He turned back to Party, who had his goggles back on, obscuring his eyes from view. Grace was still back in the car, hopefully in one piece. After that fight, all Frank wanted to do was lie down, but he knew they had to keep moving, had to hide the car and find a place to hide themselves during the night.

Party tugged his bandana back up so it was sitting over his nose, protecting his airways from the debris in the air, checking that everyone else was doing the same.

“Let’s go.”

**Chapter 3**

Frank’s boots scuffed against the unyielding floor of the desert. Within the still-warm leather casings, his feet were aching. He could feel every step thudding from his heel up his spine, and he usually liked walking, but right now he _hated_ it. He hated the stupid desert, and the way that there was barely any light left in the sky, so he could barely see where he was putting his foot down, and he especially hated the fucking Better Living Industries for doing this to him.

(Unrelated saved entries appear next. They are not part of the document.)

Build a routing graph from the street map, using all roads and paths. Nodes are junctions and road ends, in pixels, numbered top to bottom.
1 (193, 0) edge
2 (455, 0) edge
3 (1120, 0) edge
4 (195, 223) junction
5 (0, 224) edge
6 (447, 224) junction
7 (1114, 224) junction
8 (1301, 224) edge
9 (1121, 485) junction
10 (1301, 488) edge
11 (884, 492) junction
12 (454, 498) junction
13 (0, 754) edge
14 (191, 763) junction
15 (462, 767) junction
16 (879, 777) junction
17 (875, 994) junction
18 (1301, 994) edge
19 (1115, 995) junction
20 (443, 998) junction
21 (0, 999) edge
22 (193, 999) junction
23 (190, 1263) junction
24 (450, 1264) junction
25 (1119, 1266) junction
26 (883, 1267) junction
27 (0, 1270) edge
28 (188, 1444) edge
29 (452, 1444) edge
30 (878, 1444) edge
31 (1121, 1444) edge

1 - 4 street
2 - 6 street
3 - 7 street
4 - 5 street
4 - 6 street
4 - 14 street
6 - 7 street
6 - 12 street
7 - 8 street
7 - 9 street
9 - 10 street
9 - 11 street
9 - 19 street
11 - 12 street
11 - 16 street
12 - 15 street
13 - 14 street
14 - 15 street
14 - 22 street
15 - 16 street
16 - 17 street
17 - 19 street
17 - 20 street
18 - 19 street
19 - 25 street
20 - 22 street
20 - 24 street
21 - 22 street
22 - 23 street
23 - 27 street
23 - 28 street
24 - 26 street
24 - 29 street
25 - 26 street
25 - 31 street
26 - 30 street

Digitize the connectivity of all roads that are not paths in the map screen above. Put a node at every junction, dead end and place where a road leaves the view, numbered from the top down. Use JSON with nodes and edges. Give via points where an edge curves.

Party Poison had driven them past the dead Dracs and through the winding road they’d ended up on. It was the road Frank liked to call “The Outer Limit”, because it cut exclusively through Zones five and six, and barely crossed paths with The Zone Connector and its brethren. Instead of heading towards Battery City, they’d been forced to veer away when Korse had blocked the roads. There was another road that they could use to get back to the diner, but it was a day’s drive at the very least, and they didn’t have enough daylight to make it there, not to mention gas.

“There are gas stations out here,” Kobra had said while he fiddled with the dials on the radio.

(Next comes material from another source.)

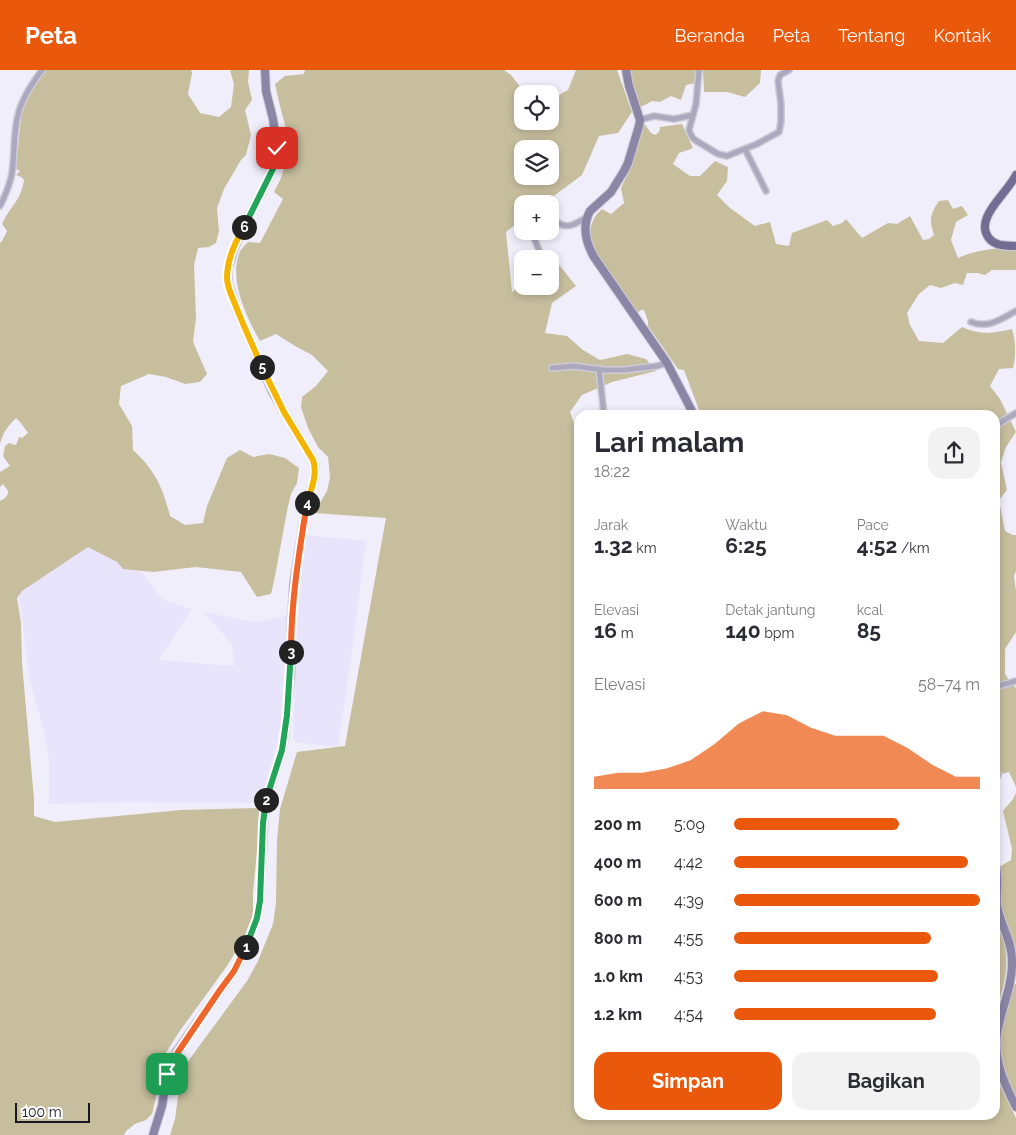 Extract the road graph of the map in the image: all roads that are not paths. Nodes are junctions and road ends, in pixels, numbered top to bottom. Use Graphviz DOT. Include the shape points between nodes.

“Nobody lives out here, Mikey,” Party’d snapped, eyes dark in the fading blue of the sky. “What the fuck use is a gas station if there’s nobody to man it?”

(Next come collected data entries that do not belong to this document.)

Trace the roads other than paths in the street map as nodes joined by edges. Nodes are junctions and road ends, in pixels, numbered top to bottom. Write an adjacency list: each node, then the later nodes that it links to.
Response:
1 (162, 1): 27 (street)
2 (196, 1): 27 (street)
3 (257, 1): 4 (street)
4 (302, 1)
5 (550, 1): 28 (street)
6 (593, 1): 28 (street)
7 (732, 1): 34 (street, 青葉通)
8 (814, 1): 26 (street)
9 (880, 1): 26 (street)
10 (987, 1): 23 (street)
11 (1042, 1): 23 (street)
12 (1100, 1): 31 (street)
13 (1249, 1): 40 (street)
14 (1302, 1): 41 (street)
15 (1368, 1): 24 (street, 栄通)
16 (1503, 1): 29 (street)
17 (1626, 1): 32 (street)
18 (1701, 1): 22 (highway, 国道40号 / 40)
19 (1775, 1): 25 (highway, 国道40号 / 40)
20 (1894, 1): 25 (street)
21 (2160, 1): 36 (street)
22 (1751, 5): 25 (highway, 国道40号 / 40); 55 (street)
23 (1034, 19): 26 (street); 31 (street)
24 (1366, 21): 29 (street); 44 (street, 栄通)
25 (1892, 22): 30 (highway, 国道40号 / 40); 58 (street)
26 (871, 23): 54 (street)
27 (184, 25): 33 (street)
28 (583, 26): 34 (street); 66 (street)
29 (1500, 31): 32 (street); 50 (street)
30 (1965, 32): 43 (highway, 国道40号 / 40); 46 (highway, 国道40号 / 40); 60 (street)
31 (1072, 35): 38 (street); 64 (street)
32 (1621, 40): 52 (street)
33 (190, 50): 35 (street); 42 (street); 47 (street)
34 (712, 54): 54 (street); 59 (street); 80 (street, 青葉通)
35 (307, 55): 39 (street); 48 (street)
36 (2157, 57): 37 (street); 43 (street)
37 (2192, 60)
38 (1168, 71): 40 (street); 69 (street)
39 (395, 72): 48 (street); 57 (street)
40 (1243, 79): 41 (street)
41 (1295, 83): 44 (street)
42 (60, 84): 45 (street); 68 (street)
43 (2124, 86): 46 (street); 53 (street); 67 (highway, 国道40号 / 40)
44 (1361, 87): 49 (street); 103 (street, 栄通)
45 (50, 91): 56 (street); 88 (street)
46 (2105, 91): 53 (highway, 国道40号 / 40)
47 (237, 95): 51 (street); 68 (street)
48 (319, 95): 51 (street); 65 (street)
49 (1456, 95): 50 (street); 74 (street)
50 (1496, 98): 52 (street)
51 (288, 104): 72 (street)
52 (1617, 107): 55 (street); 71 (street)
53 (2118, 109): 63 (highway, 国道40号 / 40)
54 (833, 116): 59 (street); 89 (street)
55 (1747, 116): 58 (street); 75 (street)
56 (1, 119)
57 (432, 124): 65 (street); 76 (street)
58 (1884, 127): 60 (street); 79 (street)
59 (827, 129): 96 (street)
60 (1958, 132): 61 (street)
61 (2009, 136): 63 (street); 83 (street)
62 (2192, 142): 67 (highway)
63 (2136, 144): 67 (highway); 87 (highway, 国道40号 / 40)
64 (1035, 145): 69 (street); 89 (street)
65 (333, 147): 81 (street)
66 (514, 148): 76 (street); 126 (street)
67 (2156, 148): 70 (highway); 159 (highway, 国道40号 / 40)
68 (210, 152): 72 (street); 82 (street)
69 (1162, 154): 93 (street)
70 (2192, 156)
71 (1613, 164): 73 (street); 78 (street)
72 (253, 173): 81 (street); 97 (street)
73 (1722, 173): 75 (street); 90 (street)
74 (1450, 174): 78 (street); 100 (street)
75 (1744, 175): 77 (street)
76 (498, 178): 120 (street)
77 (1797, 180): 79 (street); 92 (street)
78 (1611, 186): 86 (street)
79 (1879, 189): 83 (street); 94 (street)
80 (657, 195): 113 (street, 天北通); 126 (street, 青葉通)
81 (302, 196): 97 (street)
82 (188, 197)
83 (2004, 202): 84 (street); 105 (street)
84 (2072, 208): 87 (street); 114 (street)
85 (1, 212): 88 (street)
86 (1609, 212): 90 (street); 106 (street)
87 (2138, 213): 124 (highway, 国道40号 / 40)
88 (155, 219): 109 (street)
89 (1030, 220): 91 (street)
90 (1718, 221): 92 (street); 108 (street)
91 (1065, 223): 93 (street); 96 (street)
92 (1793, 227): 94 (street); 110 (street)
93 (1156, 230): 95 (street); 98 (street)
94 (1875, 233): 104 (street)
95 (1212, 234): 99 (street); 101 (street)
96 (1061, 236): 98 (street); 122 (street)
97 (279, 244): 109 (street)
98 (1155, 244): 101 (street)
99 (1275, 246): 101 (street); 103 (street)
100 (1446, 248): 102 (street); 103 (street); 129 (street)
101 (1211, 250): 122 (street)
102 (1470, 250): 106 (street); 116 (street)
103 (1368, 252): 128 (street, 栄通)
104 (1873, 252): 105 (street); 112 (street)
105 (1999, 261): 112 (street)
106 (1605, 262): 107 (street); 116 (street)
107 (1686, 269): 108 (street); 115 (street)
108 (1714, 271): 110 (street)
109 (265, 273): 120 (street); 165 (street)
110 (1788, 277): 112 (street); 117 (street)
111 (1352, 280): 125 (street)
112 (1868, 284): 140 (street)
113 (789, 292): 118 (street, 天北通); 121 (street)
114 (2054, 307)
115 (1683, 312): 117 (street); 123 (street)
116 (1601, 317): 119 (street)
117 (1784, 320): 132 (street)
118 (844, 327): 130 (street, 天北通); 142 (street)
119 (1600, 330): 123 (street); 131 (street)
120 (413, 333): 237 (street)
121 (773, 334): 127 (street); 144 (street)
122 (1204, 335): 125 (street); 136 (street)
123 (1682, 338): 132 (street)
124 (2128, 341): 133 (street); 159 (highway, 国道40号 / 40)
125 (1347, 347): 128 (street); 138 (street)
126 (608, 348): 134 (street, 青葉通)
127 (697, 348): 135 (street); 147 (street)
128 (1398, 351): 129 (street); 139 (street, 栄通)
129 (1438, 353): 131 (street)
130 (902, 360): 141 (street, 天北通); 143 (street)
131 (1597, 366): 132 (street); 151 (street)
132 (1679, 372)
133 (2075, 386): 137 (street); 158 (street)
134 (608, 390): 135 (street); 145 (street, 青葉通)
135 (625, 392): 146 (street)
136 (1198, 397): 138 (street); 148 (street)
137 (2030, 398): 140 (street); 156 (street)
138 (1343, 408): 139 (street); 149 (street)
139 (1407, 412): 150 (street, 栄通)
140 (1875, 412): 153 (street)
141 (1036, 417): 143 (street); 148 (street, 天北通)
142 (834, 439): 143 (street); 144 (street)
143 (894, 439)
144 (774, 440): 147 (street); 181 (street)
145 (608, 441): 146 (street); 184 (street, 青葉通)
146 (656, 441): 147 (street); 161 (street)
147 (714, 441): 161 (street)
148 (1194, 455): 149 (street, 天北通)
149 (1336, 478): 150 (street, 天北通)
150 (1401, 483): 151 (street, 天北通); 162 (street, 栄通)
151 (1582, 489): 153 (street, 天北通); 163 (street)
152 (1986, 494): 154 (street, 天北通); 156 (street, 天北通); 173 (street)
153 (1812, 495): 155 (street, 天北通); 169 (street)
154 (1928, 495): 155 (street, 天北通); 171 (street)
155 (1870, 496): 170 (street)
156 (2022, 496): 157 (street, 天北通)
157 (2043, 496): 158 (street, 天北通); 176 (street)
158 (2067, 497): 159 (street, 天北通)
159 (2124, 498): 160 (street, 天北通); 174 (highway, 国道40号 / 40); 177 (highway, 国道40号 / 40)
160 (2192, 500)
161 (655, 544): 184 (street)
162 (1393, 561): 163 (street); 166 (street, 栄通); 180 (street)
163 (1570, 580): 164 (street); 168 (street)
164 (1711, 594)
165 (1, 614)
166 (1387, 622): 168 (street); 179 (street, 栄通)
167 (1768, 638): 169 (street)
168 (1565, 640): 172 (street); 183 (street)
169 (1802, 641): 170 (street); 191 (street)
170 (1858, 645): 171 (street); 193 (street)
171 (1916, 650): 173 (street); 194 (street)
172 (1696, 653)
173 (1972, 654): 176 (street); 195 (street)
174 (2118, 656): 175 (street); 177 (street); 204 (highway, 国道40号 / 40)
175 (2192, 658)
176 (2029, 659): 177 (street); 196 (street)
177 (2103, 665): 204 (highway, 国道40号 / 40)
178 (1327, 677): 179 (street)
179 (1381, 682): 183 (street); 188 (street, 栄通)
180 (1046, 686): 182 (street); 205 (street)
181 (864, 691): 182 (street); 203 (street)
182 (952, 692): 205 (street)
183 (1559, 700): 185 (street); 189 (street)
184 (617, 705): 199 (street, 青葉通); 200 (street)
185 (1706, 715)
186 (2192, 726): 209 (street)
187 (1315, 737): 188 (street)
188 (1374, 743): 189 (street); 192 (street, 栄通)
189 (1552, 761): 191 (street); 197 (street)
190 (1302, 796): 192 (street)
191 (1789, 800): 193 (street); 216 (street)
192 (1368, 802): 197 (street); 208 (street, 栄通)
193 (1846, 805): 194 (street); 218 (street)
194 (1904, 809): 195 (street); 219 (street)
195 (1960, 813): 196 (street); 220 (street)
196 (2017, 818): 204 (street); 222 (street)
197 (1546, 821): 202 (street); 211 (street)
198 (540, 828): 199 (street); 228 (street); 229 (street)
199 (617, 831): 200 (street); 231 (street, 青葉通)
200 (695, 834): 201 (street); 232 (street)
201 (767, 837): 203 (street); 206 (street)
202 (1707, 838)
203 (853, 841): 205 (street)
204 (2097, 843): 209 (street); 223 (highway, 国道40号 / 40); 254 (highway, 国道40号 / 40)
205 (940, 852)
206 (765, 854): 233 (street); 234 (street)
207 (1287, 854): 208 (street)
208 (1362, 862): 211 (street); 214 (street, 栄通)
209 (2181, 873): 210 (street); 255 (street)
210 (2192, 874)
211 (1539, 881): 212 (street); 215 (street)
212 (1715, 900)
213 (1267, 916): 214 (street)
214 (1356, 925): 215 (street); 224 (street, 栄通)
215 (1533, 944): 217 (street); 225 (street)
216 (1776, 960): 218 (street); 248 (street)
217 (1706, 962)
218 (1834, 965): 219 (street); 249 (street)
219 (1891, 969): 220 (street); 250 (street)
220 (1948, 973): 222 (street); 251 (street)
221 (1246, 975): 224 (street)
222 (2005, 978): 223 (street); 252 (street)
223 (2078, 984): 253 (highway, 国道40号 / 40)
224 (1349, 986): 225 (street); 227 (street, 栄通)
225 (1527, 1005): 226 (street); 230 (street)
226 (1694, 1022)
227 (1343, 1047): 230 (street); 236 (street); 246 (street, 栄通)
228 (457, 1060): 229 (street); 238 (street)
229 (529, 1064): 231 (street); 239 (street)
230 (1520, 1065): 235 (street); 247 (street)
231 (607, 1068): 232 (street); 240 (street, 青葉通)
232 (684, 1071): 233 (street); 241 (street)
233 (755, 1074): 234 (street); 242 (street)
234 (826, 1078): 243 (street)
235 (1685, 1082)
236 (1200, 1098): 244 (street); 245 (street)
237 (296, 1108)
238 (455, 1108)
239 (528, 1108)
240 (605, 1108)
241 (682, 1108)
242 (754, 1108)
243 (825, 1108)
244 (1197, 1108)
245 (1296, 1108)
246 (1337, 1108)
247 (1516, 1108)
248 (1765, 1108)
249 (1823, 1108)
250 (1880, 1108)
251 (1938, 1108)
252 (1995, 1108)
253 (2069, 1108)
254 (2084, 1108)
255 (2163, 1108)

“I fucking _know_ ,” Kobra had muttered. Frank and Jet had avoided looking at each other. Party insisted that they use their code names at all times, even though they all knew Frank’s name. Grace seemed to be exempt from the rule, because she didn’t have a codename of her own. So when Party slipped, it meant he wasn’t thinking straight. “You think I’m an idiot? Listen,” Kobra’d said, slumping back in his seat when the radio spat nothing but static back at him. “There’s some kind of fucking dampener out here. Air’s crackles and shit, Party. But I think I remember some stuff from that ghoul we captured, back at the beginning. Siphoning stuff. Gas station secrets, if you will.”

“But,” Party’d said, “gas doesn’t come out here.”

“It fucking does is what I’m saying,” Kobra’d snapped. “Would you sit your head on right and listen to me for once? If we find a station, we can fix it ourselves. We just need to get Dr. D on the radio and get some clear directions. Lay down our coordinates. Get some fucking help. So we’ll just hide the car for tonight and drive to one in the morning.”

“You know how to do that?” Party had asked, after a moment. “You sure it was gas?”

“No, I learned how to siphon dust. Of course I’m sure.”

“It’s the cameras,” Jet had said. “Laying down the static. We get past those, out into the edges of six, we might catch D’s tail.”

“Have to carry all of our stuff,” Party had muttered.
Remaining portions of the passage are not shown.